Vannevar (sounds like ``achiever") Bush (1890-1974) had already been concerned about producing number crunchers, in the tradition of Leibniz and Babbage. Just before the war broke out, the Army Ordnance Department had commissioned Bush to apply his machine shop at MIT (Massachusetts Institute of Technology) to the calculations of ballistics trajectories. He had been working on improving his Differential Analyzer since 1931, and was assembling a new, more powerful version. This machine was an advance over both Leibniz's and Babbage's, in that, instead of calculating using only discrete steps of integers, it could perform continuous calculations. This analog computer, which performed calculations by physically acting out the principles, opened up the prospect of applying mechanical calculation to problems involving the integral calculus.
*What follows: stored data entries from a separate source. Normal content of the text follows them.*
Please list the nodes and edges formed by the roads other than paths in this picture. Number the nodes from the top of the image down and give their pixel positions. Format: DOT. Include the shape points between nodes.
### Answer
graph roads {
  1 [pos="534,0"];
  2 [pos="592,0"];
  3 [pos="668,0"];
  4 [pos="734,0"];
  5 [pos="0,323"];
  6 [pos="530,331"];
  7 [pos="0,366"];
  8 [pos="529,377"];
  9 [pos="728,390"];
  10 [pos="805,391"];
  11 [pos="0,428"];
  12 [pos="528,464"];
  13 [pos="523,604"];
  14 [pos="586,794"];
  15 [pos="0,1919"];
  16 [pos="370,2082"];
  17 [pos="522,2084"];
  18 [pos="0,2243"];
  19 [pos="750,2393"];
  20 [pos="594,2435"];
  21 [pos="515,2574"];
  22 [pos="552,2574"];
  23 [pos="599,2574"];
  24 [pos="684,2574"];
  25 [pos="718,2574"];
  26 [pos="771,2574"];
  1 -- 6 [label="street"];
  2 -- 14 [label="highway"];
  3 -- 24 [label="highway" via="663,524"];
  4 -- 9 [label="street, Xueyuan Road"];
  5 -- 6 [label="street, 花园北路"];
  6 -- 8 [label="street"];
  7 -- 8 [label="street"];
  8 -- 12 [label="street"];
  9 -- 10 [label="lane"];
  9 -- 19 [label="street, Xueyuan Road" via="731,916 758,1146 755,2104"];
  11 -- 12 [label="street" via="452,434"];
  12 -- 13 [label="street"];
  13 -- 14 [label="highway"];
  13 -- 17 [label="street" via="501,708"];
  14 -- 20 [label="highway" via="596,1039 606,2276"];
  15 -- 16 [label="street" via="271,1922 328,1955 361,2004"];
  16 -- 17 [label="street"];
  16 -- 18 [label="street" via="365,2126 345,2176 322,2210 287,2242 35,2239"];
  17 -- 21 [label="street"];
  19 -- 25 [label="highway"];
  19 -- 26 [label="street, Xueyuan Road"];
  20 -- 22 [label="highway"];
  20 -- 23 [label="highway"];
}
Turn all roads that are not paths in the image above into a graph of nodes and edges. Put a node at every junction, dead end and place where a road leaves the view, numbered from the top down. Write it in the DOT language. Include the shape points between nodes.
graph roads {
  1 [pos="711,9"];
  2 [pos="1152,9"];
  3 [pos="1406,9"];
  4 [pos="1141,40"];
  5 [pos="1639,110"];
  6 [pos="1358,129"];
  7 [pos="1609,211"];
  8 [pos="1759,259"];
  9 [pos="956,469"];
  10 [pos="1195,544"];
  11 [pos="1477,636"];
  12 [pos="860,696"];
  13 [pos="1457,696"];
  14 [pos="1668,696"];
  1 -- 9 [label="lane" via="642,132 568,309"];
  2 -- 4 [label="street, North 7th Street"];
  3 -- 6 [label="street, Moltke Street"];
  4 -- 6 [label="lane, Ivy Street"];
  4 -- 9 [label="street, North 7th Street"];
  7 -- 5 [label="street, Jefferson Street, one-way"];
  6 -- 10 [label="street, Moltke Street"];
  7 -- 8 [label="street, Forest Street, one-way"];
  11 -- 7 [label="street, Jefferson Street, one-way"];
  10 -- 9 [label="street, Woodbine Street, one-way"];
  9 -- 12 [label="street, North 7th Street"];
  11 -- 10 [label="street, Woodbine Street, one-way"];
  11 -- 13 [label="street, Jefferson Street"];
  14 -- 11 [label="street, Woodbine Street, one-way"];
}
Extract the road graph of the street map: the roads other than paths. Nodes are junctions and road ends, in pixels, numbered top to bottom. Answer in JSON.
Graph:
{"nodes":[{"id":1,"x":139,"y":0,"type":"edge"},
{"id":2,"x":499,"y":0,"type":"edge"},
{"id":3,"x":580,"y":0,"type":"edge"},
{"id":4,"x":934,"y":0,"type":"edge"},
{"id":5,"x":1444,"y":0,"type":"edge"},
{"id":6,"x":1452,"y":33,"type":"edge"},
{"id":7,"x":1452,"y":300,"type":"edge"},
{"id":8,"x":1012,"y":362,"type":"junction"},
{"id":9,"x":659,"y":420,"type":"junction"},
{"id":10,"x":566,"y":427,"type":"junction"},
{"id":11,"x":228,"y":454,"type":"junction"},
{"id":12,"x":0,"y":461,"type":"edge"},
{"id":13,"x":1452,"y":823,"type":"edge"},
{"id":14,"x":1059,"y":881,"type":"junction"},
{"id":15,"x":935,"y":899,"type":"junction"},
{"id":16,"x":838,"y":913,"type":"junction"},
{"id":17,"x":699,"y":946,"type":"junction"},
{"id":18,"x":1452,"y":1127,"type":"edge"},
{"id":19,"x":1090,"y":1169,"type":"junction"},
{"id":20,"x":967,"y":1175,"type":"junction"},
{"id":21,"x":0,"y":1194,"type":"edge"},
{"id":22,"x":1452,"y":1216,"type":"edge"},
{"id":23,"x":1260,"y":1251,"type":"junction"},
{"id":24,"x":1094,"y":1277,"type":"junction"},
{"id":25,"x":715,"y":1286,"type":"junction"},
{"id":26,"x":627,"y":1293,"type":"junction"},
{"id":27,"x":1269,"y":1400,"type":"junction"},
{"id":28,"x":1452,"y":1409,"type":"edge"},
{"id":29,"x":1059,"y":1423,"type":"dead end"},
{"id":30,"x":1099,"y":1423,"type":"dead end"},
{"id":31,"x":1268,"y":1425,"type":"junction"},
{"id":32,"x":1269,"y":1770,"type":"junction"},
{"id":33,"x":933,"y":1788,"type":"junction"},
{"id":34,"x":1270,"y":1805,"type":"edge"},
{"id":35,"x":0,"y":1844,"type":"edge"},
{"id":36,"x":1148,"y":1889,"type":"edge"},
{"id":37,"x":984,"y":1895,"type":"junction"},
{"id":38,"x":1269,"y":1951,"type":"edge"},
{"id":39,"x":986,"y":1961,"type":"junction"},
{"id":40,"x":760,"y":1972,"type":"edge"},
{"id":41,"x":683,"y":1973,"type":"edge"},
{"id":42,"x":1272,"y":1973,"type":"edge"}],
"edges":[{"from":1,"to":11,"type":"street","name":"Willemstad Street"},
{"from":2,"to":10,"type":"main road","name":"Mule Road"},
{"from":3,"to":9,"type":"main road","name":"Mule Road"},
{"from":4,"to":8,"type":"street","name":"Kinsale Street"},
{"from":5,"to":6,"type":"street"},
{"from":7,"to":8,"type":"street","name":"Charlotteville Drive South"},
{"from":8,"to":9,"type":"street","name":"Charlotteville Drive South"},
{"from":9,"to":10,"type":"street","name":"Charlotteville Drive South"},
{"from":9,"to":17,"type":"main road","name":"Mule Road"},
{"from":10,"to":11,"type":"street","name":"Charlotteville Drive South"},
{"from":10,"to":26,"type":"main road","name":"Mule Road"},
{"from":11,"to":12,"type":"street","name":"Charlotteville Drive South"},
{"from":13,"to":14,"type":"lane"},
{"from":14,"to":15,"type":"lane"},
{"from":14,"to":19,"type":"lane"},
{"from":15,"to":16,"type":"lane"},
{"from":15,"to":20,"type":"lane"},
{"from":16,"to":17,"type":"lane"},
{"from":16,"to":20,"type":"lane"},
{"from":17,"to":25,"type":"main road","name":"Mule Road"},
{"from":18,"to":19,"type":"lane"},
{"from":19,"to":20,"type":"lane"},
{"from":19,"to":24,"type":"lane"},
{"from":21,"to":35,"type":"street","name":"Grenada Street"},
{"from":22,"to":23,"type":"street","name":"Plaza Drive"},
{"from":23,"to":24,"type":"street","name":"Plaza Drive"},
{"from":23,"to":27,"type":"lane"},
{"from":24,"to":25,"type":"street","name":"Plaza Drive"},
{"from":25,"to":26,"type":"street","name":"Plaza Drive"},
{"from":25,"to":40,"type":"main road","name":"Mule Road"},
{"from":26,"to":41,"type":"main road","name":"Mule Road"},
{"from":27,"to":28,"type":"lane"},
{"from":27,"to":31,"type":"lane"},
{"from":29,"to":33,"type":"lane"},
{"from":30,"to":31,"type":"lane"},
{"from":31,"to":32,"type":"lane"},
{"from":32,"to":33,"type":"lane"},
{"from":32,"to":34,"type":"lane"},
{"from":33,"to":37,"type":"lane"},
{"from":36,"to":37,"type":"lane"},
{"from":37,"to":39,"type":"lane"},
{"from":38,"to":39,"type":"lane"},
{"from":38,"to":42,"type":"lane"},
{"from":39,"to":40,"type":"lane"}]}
The Differential Analyzer used principles similar to Leibniz's engine, but, instead of displaying a set of digits representing the solution to the problem, it could be set up to draw a smooth curve on a drawing board, and it could even take as input a curve traced on a piece of paper by a person. To accomplish this, he replaced Leibniz's orthogonal gears with smooth disks, one rotating to turn the other. The greatest source of error, initially, was transmitting the small, precise rotations through yards of machinery to the output table.[7] This technical problem was solved by the machine-tool designers at Baltimore's Bethlehem Steel, who designed the Torque Amplifier, which amplified the smallest, weakest rotations into powerful cranks.
Bush built his first machine, called the Profile Tracer, to obtain his doctorate in engineering. This machine was slung between two bicycle tires and pushed like a lawnmower. As it moved, a pen inside would continuously draw the changing elevation of the land onto a rotating drum of paper, producing a virtual photograph of the cross section of the land traversed. The mechanism inside the Profile Tracer formed the basis for his next machine, made purely for calculation--the Product Integraph. This device, built with his student Herbert Stewart, was the key to performing integral calculus using an array of rotating wheels. Stewart's plan had been to observe the output at specific time intervals, but Bush recommended attaching a pen to it, to draw a smooth curve that represented the integral itself. The Differential Analyzer used more than a dozen of these Product Integraphs, in a structure half the size of Bush's laboratory. By the end of the war, it was the most important calculating machine in the United States, as it was the fastest and most accurate producer of trajectory tables.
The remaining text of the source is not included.